Anna Toumazoff, ancienne étudiante de Sciences-Po Toulouse, collecte les témoignages d'anciennes élèves d'IEP, victimes de viols ou agressions sexuelles durant leurs études. Elle a créé le hashtag #SciencesPorcs pour dénoncer l'impunité des faits et l'inaction de l'administration. Interview.
La parole commence à se libérer au sujet des violences sexuelles au sein de Institut d'études politiques à travers toute la France. Le hashtag #SciencesPorcs fait depuis quelques heures son apparition sur les réseaux sociaux. Sa créatrice se nomme Anna Toumazoff. Cette ancienne étudiante de Sciences-Po Toulouse, collecte les témoignages d'anciennes élèves d'IEP, victimes de viols ou agressions sexuelles durant leurs études. Son objectif : dénoncer l'impunité des faits et l'inaction de l'administration.

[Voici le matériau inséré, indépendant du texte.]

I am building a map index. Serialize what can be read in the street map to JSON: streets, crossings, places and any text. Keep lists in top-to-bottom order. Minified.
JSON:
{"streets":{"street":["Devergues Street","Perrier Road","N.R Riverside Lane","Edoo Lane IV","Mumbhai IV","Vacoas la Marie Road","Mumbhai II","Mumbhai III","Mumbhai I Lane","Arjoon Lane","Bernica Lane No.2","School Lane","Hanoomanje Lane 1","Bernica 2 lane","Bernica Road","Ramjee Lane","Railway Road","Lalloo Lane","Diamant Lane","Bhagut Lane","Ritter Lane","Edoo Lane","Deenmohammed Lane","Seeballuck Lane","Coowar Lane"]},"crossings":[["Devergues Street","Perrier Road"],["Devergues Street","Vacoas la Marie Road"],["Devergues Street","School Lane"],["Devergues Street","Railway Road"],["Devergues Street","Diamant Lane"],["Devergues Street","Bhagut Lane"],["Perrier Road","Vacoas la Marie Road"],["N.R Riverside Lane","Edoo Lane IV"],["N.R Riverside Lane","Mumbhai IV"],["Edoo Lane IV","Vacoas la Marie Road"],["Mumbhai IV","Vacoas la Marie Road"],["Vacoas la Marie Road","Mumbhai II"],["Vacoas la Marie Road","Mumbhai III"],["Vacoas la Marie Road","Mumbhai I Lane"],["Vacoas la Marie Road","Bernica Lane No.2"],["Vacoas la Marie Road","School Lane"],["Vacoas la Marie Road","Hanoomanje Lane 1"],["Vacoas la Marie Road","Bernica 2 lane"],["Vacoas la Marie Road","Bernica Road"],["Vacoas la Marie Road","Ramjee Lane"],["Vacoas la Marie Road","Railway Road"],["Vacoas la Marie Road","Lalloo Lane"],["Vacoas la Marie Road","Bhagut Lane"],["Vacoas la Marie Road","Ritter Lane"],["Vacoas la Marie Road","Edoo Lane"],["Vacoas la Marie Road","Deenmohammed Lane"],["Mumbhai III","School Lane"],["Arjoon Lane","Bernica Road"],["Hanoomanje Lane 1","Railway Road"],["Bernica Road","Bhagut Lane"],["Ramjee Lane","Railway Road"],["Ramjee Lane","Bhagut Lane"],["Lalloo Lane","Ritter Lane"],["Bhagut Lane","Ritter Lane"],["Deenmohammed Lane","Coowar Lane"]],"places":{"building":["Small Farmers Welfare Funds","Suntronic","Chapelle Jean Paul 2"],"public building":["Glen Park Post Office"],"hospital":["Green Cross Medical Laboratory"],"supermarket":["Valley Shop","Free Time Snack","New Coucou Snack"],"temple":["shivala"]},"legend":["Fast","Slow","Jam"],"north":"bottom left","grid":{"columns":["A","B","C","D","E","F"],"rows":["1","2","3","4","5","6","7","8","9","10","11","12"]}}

France 3 Occitanie : vous êtes connue pour avoir créé le hashtag #ubercestover qui révélait les violences sexuelles commises par des chauffeurs Uber. Aujourd'hui vous vous attaquez aux prestigieux Institut d'Etudes Politiques (IEP) avec le hashtag #SciencesPorcs pour dénoncer des agressions similaires. Comment avez-vous eu connaissance de ces faits ?
Anna Toumazoff : j'ai réalisé mon Master 2 en 2018 au sein de Sciences Po Toulouse, je n'ai jamais moi-même était témoin ou victime d'agression sexuelle durant cette année d'étude. En revanche, en tant que présidente de l'association féministe de l'école, j'ai très vite eu connaissance d'histoires et de témoignages laissés sous silence. Chaque fois j'entendais le même modus operandi. Des viols ou agressions sexuelles commis lors de soirées d'intégration ou des criteriums sportif inter-IEP. Aujourd'hui encore je suis membre de groupe facebook inter-IEP et je peux vous dire que les femmes qui décrivent des faits similaires sont nombreuses. Le problème c'est qu'elles n'osent jamais aller plus loin car il y a une sorte de dynamique malsaine qui les culpabilise. On leur dit qu'elles ne sont pas fun, qu'il y a pire ailleurs, qu'elles vont gâcher l'esprit festif de ces soirées.
France 3 Occitanie : pourquoi avoir décidé de révéler ces faits maintenant ?
Anna Toumazoff : une amie de Sciences Po Toulouse, Juliette, m'avait déjà raconté son histoire il y a quelques temps. Celle d'un viol commis lors des soirées d'intégration. Et puis le retentissement de l'affaire Duhamel a été un déclic. J'ai proposé à Juliette de diffuser son témoignage sur les réseaux sociaux en créant le hashtag #SciencesPorcs. En tant qu'activiste féministe, je suis très suivie sur la toile, je me doutais que son histoire allait devenir virale. En revanche ce dont je ne me doutais pas c'est que j'allais ensuite recevoir des centaines d'autres récits similaires. Depuis que j'ai créé ce hashtag, on m' envoyé plusieurs centaines de témoignages différents qui concernent tous les IEP de France. Je n'arrive pas à répondre à tout le monde. Je ne sais pas encore où tout ça va nous mener, mais ce que je sais c'est que pour les victimes la libération de la parole est extrêmement bénéfique. Avec #SciencesPorcs je veux mettre fin au silence complice de toutes ces agressions sexuelles
Les écoles Sciences Po couvrent les violeurs, font taire les victimes, et apprennent à tous les autres la loi du silence.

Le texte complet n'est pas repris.